AWS Elastic MapReduce (EMR) — 6 Caveats You Shouldn’t Ignore - JOYK Joy of Geek, Geek News, Link all geek

AWS Elastic MapReduce (EMR) — 6 Caveats You Shouldn’t Ignore

Oct 28 ·7min read

UBRFFvv.jpg!web

If you are in data and analytics industry, you must have heard of the burgeoning trend “data-lake” which, on simpler notes, represents a storage strategy that allows organizations to store data from different sources and of different characteristics (size, format and velocity) in one place. Data-lake then becomes an enabler of a number of use-cases like advanced analytics or data warehousing to name a few and generally data is moved to a more specialized store e.g.
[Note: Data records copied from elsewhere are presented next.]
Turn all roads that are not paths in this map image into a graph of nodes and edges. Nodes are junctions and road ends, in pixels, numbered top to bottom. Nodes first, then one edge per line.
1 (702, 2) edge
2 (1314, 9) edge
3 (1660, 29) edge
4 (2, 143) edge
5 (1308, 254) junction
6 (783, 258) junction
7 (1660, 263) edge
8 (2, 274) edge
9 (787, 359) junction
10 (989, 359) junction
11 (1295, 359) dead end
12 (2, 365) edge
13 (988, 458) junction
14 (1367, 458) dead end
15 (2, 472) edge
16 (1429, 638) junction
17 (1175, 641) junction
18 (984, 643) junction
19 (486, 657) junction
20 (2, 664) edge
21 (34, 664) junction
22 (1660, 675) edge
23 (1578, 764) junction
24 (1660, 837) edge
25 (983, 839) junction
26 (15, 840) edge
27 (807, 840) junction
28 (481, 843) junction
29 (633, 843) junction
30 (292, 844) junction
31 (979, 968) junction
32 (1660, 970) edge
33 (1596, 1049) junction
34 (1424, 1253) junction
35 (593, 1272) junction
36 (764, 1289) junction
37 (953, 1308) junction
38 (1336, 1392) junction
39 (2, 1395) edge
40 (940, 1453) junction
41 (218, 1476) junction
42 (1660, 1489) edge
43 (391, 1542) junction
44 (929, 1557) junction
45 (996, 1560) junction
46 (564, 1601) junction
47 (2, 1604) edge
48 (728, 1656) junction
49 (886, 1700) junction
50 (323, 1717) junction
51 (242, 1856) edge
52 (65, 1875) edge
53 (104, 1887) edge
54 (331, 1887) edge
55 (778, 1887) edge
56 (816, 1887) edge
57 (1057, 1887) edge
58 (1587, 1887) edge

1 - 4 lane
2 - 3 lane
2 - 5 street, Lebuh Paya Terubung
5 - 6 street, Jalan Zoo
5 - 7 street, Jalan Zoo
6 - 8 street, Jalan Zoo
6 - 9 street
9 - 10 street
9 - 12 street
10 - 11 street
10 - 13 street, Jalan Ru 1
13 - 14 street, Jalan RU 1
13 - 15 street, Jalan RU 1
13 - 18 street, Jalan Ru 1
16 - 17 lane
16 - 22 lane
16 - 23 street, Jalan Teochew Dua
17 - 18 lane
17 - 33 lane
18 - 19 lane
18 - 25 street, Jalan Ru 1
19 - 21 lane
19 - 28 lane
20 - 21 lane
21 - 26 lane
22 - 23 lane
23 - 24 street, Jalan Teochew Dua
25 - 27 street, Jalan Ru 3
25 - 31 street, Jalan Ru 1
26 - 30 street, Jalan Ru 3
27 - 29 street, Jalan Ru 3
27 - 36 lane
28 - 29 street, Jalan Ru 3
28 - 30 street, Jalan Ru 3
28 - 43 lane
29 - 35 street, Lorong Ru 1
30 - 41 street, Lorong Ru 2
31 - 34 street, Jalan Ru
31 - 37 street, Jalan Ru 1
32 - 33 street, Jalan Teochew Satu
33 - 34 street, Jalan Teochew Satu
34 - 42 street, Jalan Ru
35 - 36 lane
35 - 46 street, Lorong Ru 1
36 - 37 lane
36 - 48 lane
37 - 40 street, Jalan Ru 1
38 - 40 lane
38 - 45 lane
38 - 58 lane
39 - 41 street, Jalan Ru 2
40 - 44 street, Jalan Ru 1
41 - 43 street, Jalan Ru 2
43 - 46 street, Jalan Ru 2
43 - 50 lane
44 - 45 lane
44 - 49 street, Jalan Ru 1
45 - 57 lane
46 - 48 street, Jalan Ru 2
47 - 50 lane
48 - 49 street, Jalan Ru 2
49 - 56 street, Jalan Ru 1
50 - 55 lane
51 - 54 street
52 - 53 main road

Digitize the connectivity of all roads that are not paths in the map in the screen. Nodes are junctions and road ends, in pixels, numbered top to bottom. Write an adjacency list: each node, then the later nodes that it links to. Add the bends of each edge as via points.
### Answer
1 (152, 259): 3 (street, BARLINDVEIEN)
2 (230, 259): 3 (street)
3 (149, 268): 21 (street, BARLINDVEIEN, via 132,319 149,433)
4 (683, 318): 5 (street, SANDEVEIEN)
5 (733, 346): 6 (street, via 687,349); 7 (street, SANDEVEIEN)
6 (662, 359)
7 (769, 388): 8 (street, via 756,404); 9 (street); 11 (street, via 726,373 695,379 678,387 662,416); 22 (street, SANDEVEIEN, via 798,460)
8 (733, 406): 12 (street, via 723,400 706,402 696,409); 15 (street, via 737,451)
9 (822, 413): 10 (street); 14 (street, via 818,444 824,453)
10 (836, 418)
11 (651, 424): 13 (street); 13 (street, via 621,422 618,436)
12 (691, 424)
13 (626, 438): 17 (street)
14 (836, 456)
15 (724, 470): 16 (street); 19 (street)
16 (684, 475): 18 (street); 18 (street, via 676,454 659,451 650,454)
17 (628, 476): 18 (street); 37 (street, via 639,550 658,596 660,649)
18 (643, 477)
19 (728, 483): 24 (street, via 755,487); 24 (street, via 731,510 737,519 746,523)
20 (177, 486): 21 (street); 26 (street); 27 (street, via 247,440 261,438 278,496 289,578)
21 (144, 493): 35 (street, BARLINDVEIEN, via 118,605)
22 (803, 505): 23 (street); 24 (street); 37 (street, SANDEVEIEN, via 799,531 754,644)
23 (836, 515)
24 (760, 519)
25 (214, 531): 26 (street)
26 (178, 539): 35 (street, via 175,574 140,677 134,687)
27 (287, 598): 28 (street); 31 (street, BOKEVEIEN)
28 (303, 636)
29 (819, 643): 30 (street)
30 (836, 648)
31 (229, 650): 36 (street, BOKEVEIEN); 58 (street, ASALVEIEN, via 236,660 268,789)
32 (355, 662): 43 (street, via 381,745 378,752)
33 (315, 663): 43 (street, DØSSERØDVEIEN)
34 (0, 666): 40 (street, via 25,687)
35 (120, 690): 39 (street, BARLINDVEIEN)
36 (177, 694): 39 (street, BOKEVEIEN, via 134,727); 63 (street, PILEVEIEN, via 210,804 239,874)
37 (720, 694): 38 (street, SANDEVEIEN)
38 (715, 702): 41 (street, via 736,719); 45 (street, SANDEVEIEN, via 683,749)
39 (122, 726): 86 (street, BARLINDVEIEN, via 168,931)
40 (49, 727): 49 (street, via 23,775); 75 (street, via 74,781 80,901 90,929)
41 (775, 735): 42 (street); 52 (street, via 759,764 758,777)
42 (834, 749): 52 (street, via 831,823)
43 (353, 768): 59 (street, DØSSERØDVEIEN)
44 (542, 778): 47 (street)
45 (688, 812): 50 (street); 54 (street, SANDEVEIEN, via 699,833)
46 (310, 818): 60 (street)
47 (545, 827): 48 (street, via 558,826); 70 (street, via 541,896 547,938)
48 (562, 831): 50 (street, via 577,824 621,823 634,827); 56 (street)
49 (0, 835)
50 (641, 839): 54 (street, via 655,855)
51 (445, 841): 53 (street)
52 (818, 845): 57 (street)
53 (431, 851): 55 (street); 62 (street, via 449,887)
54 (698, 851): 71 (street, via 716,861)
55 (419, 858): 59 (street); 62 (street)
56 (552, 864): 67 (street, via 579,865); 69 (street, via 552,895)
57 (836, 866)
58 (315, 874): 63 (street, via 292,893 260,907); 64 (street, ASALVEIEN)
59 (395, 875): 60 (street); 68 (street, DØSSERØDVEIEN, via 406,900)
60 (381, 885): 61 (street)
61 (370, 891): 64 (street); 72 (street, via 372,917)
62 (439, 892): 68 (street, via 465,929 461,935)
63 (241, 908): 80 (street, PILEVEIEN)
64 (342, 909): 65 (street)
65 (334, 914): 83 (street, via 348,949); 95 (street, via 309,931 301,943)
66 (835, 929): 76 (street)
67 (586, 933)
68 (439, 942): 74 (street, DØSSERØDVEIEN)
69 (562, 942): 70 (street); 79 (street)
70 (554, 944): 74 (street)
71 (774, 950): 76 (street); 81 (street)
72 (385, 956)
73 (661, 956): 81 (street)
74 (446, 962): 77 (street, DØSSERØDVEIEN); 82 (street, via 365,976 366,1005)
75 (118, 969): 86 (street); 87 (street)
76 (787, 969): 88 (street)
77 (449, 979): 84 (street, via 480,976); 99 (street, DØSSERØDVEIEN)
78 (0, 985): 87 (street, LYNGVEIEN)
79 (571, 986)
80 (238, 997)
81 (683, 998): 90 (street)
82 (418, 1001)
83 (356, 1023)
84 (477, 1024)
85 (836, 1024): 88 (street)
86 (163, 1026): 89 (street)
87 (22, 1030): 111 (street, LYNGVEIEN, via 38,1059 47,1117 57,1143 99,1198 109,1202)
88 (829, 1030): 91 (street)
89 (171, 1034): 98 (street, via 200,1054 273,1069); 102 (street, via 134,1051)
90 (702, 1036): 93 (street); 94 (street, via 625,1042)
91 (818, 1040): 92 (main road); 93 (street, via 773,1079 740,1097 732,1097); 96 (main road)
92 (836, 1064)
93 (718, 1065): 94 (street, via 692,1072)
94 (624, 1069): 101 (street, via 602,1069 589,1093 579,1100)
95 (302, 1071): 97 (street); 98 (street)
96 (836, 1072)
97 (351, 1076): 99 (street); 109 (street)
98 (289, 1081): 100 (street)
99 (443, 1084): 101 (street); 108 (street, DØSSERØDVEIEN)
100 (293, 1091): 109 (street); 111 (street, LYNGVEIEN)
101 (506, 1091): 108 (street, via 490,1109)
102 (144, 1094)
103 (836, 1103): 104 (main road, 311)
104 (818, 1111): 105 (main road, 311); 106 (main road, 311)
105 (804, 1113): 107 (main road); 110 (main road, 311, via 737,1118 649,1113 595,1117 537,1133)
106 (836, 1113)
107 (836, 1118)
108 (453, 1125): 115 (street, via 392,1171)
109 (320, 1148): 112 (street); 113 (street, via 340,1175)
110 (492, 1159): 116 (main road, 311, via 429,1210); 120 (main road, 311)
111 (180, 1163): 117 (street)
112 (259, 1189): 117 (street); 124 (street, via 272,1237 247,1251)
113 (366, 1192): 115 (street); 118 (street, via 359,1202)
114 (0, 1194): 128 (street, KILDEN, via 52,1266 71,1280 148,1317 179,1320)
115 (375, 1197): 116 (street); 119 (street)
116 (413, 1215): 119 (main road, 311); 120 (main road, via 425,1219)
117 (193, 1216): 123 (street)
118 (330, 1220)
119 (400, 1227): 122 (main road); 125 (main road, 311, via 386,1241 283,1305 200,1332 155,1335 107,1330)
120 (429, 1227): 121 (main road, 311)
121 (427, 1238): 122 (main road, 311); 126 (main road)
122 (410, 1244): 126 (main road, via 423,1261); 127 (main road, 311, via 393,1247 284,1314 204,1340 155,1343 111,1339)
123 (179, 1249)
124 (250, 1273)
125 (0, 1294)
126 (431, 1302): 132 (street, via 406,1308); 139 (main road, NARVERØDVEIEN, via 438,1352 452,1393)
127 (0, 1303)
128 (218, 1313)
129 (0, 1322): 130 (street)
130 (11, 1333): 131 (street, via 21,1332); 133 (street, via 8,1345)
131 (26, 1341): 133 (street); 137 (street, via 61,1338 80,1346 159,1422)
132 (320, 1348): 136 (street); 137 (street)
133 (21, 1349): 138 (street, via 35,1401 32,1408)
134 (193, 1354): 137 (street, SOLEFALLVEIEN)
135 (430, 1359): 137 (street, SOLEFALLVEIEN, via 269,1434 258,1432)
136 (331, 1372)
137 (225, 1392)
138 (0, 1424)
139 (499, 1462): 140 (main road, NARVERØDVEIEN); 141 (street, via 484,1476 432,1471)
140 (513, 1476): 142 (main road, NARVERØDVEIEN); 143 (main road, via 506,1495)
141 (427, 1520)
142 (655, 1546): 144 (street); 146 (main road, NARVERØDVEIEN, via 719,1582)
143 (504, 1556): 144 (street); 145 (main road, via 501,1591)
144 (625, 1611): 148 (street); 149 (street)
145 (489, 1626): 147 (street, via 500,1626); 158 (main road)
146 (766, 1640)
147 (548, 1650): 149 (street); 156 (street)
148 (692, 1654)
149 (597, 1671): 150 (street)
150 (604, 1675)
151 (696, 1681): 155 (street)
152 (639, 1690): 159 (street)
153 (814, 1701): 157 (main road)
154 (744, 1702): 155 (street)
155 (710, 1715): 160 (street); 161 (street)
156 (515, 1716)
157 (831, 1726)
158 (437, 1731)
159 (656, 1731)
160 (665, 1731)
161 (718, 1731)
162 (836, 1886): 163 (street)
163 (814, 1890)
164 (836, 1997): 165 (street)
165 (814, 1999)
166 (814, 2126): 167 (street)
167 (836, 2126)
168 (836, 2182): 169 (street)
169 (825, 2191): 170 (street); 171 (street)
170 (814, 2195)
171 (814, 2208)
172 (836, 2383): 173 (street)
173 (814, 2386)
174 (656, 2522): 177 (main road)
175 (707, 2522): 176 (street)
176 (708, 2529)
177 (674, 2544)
MPP relational engines or NoSQL to better serve the requirements of a specific use-case. If the platform is being provisioned in a cloud environment like AWS, Azure or GCP then object stores (e.g. S3 for AWS, Azure Data Lake Store Gen2 for Azure) are usually the strongest candidates to provide the foundational physical layer of data-lakes. Once the data is in data-lake, it passes through series of zones/phases/layers to establish semantic consistency in the data and to conform it for optimal consumption.

Usually, as per the reference architecture of data-lake platforms, which is agnostic of which cloud provider you choose, Hadoop (specifically Spark) is employed as a processing engine/component to process the data in data-layer as it progresses through different layers. These processing frameworks are well-integrated with data-lake services, provide capabilities like horizontally scalability, in-memory computation and unstructured data processing which position them as viable options in this context. One generally has a number of choices to use Hadoop distributions in the cloud for instance one can proceed with provisioning IaaS based infrastructure (i.e. AWS EC2 or Azure Virtual machines and installing a Hadoop distribution e.g. vanilla Hadoop, Cloudera/Hortonworks). Alternatively, almost all the cloud providers are providing Hadoop as managed services natively (e.g. ElasticMapReduce (EMR) in AWS, HDInsight/Databricks in Azure, Cloud Dataproc in GCP). Each of the options have their pros and cons. For example with IaaS based implementation, the overhead of provisioning, configuring and maintaining the cluster by yourself becomes a strong concern for many. Also, the intrinsic propositions of Cloud like elasticity and scalability pose a challenge in IaaS based implementation.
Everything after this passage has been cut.